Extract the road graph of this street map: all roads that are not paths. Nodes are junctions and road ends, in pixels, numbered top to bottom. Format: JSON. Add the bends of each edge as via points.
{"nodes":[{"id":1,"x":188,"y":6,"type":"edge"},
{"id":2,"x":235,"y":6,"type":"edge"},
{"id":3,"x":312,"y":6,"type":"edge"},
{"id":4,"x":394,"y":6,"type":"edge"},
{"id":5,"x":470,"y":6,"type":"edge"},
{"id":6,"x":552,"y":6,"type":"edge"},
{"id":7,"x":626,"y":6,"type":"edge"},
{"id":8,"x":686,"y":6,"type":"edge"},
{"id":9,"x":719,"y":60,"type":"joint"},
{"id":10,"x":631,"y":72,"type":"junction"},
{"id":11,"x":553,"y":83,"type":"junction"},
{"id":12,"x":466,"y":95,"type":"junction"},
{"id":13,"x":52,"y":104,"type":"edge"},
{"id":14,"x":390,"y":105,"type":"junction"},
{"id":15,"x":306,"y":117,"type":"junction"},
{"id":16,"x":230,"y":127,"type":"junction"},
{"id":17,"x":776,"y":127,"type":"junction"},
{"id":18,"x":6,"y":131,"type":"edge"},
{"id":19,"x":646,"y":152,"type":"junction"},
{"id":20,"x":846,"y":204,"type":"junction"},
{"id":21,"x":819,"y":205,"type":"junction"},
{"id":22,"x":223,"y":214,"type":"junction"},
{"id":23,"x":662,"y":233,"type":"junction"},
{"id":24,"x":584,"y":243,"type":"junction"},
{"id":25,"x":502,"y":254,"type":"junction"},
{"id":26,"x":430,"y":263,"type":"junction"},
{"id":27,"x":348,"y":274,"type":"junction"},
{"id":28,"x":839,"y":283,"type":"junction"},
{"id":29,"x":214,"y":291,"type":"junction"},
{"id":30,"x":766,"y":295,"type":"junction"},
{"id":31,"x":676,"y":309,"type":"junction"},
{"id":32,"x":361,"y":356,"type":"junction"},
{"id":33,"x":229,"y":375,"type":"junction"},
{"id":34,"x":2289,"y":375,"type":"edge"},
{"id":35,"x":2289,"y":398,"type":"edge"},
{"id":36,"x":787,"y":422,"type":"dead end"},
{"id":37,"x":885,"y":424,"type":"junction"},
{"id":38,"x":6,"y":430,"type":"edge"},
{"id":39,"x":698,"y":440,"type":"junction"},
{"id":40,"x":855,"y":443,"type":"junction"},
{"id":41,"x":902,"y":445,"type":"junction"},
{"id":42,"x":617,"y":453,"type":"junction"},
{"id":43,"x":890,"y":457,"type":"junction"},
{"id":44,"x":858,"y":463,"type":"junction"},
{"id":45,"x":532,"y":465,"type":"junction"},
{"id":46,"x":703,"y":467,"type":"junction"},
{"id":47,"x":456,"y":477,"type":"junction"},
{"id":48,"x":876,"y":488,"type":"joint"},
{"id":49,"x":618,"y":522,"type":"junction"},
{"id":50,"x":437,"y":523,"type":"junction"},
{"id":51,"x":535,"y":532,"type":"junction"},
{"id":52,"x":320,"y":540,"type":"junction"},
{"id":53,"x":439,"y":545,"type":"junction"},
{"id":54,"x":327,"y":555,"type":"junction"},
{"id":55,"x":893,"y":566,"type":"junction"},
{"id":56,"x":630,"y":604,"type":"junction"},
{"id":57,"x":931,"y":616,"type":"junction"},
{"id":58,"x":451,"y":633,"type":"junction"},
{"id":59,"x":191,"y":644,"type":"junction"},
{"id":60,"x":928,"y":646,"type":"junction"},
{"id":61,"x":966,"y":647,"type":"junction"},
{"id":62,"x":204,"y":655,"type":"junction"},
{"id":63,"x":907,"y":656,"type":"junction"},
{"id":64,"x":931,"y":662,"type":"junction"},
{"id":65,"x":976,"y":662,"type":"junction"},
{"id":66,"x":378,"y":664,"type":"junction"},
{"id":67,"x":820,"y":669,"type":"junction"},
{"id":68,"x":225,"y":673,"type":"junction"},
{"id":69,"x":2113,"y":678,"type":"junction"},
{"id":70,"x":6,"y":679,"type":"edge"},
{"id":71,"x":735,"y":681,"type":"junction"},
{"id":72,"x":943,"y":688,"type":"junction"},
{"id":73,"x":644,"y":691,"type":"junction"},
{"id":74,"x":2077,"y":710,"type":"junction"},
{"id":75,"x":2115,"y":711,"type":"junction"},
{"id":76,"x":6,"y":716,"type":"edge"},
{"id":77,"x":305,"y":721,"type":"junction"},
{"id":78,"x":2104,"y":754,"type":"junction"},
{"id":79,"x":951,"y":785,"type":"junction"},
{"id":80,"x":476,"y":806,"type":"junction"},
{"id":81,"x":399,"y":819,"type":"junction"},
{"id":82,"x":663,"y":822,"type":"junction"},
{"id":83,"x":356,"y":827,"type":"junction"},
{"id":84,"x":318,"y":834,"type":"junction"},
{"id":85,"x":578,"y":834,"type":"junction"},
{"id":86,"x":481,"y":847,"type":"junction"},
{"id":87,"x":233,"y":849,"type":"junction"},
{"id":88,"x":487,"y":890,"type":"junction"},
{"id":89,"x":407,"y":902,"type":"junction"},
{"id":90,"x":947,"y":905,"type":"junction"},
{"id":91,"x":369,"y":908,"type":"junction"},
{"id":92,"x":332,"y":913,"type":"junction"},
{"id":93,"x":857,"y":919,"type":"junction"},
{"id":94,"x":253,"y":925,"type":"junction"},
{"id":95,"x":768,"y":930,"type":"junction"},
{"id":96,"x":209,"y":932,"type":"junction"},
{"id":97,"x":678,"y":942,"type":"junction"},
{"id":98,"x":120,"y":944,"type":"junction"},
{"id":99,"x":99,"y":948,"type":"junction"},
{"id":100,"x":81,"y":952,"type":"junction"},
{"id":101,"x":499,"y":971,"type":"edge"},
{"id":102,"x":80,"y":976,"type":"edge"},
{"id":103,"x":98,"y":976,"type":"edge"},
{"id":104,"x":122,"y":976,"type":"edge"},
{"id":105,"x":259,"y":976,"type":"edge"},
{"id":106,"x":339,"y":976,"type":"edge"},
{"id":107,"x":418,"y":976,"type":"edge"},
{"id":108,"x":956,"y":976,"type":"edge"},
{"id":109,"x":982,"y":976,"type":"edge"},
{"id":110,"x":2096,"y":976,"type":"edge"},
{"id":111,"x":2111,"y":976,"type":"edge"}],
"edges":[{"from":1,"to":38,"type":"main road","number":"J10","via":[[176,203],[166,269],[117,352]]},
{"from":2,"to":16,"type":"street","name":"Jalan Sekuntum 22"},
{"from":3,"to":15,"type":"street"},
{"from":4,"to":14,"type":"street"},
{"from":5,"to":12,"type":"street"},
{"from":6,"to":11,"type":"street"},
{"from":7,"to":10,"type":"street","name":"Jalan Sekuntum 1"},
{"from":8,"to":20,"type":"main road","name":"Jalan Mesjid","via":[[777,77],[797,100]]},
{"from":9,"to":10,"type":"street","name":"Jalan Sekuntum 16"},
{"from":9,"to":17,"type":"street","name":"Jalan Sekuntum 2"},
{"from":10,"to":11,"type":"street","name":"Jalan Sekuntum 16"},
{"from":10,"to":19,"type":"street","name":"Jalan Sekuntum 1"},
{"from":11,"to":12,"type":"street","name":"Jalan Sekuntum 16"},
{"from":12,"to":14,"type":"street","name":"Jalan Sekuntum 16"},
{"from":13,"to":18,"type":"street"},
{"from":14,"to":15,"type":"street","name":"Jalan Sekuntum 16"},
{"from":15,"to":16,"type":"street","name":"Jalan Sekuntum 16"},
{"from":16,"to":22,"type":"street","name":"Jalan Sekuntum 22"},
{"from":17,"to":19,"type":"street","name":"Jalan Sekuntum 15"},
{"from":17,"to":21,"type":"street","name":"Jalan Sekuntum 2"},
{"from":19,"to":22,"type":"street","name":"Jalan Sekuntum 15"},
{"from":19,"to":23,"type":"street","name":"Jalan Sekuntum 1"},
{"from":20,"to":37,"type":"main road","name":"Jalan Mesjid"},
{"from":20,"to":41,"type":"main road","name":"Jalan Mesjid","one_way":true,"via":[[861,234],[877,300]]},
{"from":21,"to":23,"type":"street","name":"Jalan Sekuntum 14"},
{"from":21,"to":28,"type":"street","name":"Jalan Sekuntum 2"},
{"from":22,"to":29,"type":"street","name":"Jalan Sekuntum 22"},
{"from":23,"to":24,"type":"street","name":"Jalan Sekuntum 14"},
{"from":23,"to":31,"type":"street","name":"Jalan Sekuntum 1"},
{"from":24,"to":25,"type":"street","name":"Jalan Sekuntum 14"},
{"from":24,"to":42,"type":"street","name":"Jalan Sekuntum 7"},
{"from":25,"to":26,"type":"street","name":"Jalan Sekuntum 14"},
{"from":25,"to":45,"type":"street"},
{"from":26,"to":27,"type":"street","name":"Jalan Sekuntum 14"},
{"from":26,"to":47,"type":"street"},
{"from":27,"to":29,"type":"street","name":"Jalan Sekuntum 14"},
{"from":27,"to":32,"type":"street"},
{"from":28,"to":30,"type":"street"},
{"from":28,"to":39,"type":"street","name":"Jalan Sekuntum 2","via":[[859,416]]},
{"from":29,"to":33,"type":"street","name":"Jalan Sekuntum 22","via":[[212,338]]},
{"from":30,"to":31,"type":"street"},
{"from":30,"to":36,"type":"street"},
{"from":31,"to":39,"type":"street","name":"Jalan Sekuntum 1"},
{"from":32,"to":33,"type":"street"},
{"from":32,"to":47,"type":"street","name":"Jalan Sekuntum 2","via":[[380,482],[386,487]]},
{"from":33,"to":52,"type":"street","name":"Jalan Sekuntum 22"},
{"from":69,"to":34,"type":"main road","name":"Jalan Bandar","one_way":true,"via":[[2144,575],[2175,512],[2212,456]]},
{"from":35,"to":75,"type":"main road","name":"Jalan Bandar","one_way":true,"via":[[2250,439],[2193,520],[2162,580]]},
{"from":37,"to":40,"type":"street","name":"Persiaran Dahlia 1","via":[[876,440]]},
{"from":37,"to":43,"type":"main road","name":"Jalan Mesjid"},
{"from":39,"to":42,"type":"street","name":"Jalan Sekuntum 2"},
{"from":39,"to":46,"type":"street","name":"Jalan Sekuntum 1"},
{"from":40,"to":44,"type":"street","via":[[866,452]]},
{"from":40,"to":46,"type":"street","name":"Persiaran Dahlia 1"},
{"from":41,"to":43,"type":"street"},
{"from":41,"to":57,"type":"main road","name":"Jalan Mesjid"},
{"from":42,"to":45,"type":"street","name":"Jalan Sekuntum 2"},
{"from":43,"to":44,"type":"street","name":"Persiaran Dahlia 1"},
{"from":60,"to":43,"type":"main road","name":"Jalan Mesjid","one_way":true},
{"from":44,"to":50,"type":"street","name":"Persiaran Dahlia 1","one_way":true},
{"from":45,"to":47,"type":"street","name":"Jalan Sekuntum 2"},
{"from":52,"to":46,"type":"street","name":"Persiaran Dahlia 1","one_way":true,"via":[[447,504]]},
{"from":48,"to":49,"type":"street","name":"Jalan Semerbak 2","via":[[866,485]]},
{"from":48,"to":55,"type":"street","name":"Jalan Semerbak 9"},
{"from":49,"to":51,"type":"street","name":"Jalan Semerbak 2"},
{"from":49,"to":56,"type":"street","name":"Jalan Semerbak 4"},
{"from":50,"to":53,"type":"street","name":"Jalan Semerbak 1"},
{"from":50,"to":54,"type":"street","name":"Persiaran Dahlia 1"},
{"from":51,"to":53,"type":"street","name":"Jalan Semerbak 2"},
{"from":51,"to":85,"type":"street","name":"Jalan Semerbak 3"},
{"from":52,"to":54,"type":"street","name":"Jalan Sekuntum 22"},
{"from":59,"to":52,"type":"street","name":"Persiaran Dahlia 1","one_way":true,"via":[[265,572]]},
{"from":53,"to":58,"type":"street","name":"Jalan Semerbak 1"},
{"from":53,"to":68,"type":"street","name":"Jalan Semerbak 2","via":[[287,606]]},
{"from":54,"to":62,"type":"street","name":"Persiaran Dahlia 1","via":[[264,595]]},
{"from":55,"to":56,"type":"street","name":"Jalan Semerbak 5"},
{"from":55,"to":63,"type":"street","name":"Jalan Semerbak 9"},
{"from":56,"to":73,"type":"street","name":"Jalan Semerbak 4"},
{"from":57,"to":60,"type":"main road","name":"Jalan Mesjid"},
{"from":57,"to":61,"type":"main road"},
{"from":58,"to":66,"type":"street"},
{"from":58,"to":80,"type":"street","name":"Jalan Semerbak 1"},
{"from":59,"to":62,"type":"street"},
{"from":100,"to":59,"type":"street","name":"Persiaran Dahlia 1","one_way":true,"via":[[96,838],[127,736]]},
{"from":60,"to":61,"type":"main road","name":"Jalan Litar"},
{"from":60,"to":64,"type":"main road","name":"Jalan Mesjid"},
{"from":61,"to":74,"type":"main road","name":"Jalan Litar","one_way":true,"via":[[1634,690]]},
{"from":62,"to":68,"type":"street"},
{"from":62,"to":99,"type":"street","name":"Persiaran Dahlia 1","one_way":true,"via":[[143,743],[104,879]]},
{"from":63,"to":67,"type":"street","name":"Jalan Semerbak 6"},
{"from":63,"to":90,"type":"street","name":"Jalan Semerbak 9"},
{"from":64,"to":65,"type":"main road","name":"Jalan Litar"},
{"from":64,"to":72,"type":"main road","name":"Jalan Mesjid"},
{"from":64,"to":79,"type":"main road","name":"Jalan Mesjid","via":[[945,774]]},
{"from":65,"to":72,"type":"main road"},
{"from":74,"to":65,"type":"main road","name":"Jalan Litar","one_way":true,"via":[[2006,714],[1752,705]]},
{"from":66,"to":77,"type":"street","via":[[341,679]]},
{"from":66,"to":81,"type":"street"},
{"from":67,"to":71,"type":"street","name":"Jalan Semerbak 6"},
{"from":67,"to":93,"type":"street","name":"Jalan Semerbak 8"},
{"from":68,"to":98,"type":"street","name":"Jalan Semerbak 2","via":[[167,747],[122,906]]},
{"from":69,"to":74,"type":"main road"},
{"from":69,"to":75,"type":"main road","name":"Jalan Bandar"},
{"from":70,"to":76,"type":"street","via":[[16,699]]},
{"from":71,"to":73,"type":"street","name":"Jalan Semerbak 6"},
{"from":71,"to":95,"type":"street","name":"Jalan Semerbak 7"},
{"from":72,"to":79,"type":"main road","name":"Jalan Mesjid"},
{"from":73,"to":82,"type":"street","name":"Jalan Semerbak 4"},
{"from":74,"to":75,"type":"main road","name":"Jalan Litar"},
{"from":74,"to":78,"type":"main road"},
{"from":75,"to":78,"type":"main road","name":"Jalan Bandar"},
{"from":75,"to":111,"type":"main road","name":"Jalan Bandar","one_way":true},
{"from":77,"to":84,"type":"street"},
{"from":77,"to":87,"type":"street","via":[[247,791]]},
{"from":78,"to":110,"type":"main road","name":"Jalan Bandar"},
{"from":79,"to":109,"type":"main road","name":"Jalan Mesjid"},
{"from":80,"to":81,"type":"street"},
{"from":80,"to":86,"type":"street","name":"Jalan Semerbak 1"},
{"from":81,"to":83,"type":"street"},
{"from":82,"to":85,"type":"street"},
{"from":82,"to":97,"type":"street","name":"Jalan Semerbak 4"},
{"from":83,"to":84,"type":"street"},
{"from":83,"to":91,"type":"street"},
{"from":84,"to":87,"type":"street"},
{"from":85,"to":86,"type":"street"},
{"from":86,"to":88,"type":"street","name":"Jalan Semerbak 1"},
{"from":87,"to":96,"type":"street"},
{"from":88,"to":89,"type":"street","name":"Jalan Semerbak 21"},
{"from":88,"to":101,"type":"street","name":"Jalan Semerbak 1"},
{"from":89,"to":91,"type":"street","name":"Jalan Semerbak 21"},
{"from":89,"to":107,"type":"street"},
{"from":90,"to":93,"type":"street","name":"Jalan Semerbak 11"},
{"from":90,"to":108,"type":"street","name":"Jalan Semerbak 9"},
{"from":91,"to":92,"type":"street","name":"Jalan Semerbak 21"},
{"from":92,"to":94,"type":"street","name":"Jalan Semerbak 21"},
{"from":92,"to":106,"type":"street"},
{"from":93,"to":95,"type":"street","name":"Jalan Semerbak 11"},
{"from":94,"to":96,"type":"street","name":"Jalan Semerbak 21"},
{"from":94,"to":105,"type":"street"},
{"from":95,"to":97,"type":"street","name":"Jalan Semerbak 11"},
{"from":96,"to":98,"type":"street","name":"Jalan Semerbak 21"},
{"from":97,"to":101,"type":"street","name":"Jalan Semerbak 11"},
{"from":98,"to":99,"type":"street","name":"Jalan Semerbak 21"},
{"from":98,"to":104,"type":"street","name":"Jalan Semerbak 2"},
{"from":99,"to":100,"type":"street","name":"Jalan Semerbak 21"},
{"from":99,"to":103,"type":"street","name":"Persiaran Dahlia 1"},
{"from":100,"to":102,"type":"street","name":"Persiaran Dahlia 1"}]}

####################

Exercise details -> Across all lines above, count those with the string "joint". Only the number is wanted.

Response to this exercise -> 2